## Records for this task:
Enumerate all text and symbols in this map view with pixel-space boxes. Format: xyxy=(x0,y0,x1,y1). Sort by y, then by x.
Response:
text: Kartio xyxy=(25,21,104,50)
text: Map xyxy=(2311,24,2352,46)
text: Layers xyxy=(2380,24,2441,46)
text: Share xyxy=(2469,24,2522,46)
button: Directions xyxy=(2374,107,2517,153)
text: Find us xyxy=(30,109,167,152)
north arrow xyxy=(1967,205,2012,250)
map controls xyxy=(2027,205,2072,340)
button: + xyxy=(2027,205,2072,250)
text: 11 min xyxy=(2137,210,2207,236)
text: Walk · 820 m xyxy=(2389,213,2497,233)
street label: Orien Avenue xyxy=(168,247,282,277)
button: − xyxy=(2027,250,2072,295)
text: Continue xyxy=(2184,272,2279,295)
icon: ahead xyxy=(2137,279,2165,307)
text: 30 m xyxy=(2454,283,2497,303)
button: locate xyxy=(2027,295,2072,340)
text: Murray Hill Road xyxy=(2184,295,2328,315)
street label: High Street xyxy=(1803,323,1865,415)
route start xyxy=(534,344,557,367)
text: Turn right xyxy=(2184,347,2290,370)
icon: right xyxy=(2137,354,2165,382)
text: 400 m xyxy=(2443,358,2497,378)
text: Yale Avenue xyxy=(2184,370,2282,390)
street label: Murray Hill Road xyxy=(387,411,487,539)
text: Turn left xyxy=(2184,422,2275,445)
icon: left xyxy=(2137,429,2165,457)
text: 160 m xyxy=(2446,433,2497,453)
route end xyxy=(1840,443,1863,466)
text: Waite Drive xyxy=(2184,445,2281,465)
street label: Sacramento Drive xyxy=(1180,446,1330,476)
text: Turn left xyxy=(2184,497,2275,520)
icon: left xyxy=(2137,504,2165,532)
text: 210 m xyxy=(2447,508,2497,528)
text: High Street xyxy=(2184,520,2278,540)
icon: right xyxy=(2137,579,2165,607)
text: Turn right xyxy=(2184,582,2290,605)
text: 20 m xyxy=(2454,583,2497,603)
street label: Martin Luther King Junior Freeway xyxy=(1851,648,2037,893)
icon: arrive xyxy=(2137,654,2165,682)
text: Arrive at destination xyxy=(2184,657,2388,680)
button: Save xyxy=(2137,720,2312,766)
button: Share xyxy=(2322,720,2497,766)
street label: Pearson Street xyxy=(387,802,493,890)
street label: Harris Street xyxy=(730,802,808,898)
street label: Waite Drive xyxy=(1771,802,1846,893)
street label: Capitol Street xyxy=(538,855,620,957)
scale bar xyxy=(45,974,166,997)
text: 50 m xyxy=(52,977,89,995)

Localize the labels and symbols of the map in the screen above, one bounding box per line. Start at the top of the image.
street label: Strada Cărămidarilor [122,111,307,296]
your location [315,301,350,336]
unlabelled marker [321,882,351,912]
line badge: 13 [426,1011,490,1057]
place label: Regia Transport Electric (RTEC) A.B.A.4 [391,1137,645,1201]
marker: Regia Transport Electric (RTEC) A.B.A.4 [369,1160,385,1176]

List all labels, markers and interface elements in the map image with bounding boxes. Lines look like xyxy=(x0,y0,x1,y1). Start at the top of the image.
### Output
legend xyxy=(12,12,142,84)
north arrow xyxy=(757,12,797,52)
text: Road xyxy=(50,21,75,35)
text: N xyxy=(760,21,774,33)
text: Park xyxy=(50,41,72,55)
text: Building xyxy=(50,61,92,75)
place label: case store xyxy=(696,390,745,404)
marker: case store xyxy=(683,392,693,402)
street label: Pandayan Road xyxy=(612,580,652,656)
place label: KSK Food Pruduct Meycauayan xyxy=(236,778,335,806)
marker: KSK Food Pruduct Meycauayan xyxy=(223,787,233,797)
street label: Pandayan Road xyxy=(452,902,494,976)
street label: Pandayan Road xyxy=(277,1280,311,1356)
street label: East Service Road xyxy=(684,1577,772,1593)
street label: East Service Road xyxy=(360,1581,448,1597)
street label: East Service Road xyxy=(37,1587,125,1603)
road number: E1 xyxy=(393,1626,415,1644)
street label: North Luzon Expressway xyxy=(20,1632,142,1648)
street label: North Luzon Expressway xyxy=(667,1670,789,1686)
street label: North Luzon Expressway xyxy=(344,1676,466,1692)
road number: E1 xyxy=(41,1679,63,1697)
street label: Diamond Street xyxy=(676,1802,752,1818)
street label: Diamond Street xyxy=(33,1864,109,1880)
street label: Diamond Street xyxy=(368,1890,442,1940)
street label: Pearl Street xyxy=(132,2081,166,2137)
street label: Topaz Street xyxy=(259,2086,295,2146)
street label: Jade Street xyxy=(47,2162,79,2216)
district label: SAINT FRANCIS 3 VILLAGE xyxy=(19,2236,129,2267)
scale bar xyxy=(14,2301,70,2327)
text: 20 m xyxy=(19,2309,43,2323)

## Required work:
Copy each line of the listing in which the word "symbols" can be found.

## Solution to the problem:
Enumerate all text and symbols in this map view with pixel-space boxes. Format: xyxy=(x0,y0,x1,y1). Sort by y, then by x.
Localize the labels and symbols of the map in the screen above, one bounding box per line. Start at the top of the image.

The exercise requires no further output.